Nintendo is taking another stab at using YouTube's Content ID system to claim part of the advertising revenue of "let's play" videos that feature its games: http://www.wired.com/2015/03/nintendo-youtube-creators/. Where do content creators stand when it comes to Canadian copyright law and claims by video game companies?
For Canadian content creators there are three key legal sources:
1. The YouTube Terms of Service.
2. The Copyright Act.
3. Important copyright case law such as CCH Canadian Ltd. v. Law Society of Upper Canada and Entertainment Software Association v. Society of Composers, Authors and Music Publishers of Canada (part of what's been dubbed the "copyright pentalogy").
The specific parts of the Copyright Act that are of interest to creators are the provisions that set out what counts as "Fair Dealing": ss. 29, 29.1 and 29.2. There is also an exception for non-commercial user-generated content: s. 29.21.

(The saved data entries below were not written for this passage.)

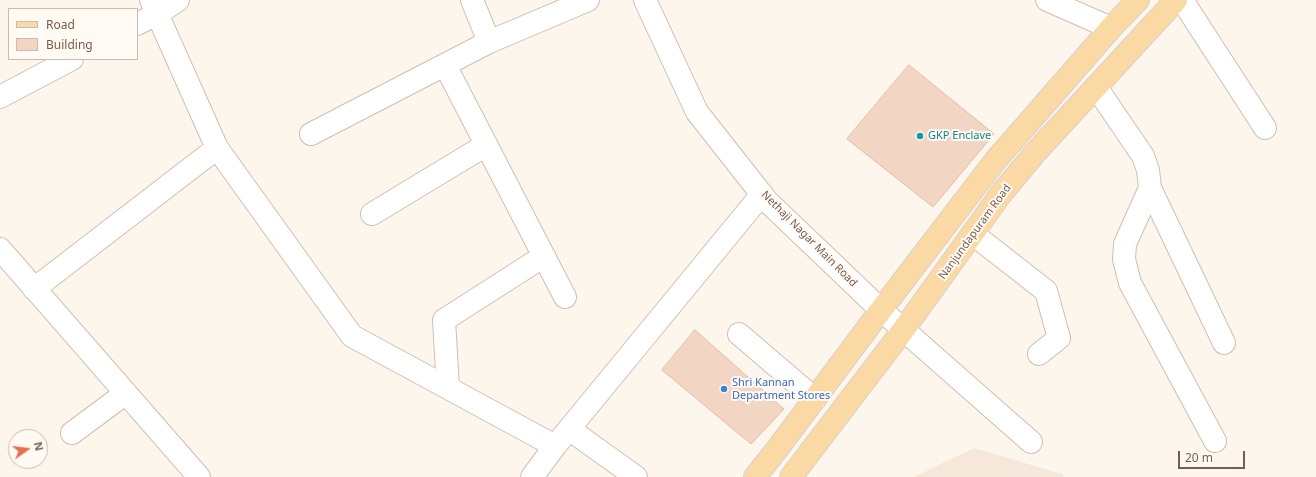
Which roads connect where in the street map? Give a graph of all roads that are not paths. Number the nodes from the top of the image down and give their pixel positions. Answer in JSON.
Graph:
{"nodes":[{"id":1,"x":178,"y":0,"type":"edge"},
{"id":2,"x":472,"y":0,"type":"edge"},
{"id":3,"x":588,"y":0,"type":"edge"},
{"id":4,"x":645,"y":0,"type":"edge"},
{"id":5,"x":1047,"y":0,"type":"edge"},
{"id":6,"x":1138,"y":0,"type":"edge"},
{"id":7,"x":1176,"y":0,"type":"edge"},
{"id":8,"x":1182,"y":0,"type":"edge"},
{"id":9,"x":154,"y":7,"type":"edge"},
{"id":10,"x":138,"y":23,"type":"edge"},
{"id":11,"x":1111,"y":28,"type":"junction"},
{"id":12,"x":489,"y":42,"type":"junction"},
{"id":13,"x":70,"y":60,"type":"edge"},
{"id":14,"x":445,"y":65,"type":"junction"},
{"id":15,"x":1096,"y":87,"type":"junction"},
{"id":16,"x":0,"y":97,"type":"edge"},
{"id":17,"x":1265,"y":128,"type":"dead end"},
{"id":18,"x":311,"y":134,"type":"dead end"},
{"id":19,"x":486,"y":145,"type":"junction"},
{"id":20,"x":217,"y":148,"type":"junction"},
{"id":21,"x":1150,"y":188,"type":"junction"},
{"id":22,"x":762,"y":194,"type":"junction"},
{"id":23,"x":372,"y":214,"type":"dead end"},
{"id":24,"x":972,"y":234,"type":"junction"},
{"id":25,"x":0,"y":249,"type":"edge"},
{"id":26,"x":544,"y":256,"type":"junction"},
{"id":27,"x":34,"y":288,"type":"junction"},
{"id":28,"x":565,"y":297,"type":"dead end"},
{"id":29,"x":881,"y":310,"type":"junction"},
{"id":30,"x":904,"y":329,"type":"junction"},
{"id":31,"x":739,"y":334,"type":"dead end"},
{"id":32,"x":1224,"y":344,"type":"dead end"},
{"id":33,"x":1039,"y":354,"type":"dead end"},
{"id":34,"x":448,"y":388,"type":"junction"},
{"id":35,"x":126,"y":393,"type":"junction"},
{"id":36,"x":815,"y":399,"type":"junction"},
{"id":37,"x":72,"y":433,"type":"dead end"},
{"id":38,"x":562,"y":438,"type":"junction"},
{"id":39,"x":1215,"y":441,"type":"dead end"},
{"id":40,"x":1031,"y":442,"type":"dead end"},
{"id":41,"x":198,"y":477,"type":"edge"},
{"id":42,"x":532,"y":477,"type":"edge"},
{"id":43,"x":636,"y":477,"type":"edge"},
{"id":44,"x":754,"y":477,"type":"edge"},
{"id":45,"x":790,"y":477,"type":"edge"}],
"edges":[{"from":1,"to":9,"type":"street"},
{"from":2,"to":12,"type":"street"},
{"from":3,"to":12,"type":"street"},
{"from":4,"to":22,"type":"street","name":"Nethaji Nagar Main Road"},
{"from":5,"to":11,"type":"street"},
{"from":6,"to":11,"type":"main road"},
{"from":7,"to":15,"type":"main road","name":"Nanjundapuram Road"},
{"from":8,"to":17,"type":"street"},
{"from":9,"to":10,"type":"street"},
{"from":9,"to":20,"type":"street"},
{"from":11,"to":29,"type":"main road"},
{"from":12,"to":14,"type":"street"},
{"from":13,"to":16,"type":"street"},
{"from":14,"to":18,"type":"street"},
{"from":14,"to":19,"type":"street"},
{"from":15,"to":21,"type":"street"},
{"from":15,"to":24,"type":"main road","name":"Nanjundapuram Road"},
{"from":19,"to":23,"type":"street"},
{"from":19,"to":26,"type":"street"},
{"from":20,"to":27,"type":"street"},
{"from":20,"to":34,"type":"street"},
{"from":21,"to":32,"type":"street"},
{"from":21,"to":39,"type":"street"},
{"from":22,"to":29,"type":"street","name":"Nethaji Nagar Main Road"},
{"from":22,"to":38,"type":"street"},
{"from":24,"to":30,"type":"main road","name":"Nanjundapuram Road"},
{"from":24,"to":33,"type":"street"},
{"from":25,"to":27,"type":"street"},
{"from":26,"to":28,"type":"street"},
{"from":26,"to":34,"type":"street"},
{"from":27,"to":35,"type":"street"},
{"from":29,"to":30,"type":"street","name":"Nethaji Nagar Main Road"},
{"from":29,"to":36,"type":"main road"},
{"from":30,"to":40,"type":"street","name":"Nethaji Nagar Main Road"},
{"from":30,"to":45,"type":"main road","name":"Nanjundapuram Road"},
{"from":31,"to":36,"type":"street"},
{"from":34,"to":38,"type":"street"},
{"from":35,"to":37,"type":"street"},
{"from":35,"to":41,"type":"street"},
{"from":36,"to":44,"type":"main road"},
{"from":38,"to":42,"type":"street"},
{"from":38,"to":43,"type":"street"}]}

It's important to understand that copyright law divides game rights into (at least) two buckets: music and graphics. Although the graphics are likely owned by one entity, different pieces of music may have different owners (and there may be a question as to whom the correct owner is). A YouTube video will also likely feature the trademarks of the video game company (trademarks are a different but related area of law).
If you're wondering how copyright or trademark law applies to your specific situation then you should contact a lawyer. Alternatively you can also do your own research at a law library for free (but please understand that this is a complex area where even a lawyer might not be able to give you a clear answer).
The Great Library in Toronto is operated by the Law Society of Upper Canada but it's open to non-lawyers and is a great place to find textbooks about copyright law. Case law can be researched using the free CanLII search engine.
If you are a content creator considering challenging a claim made through Content ID you should also consider the practical consequences of using YouTube's appeal system: you may end up with a "copyright strike". Also, you will be providing information to someone who might file a lawsuit against you for copyright infringement (although this is not common practice in Canada).
One potential response: some creators have already decided to stop producing videos that feature Nintendo games. That's probably not the response that Nintendo was hoping for.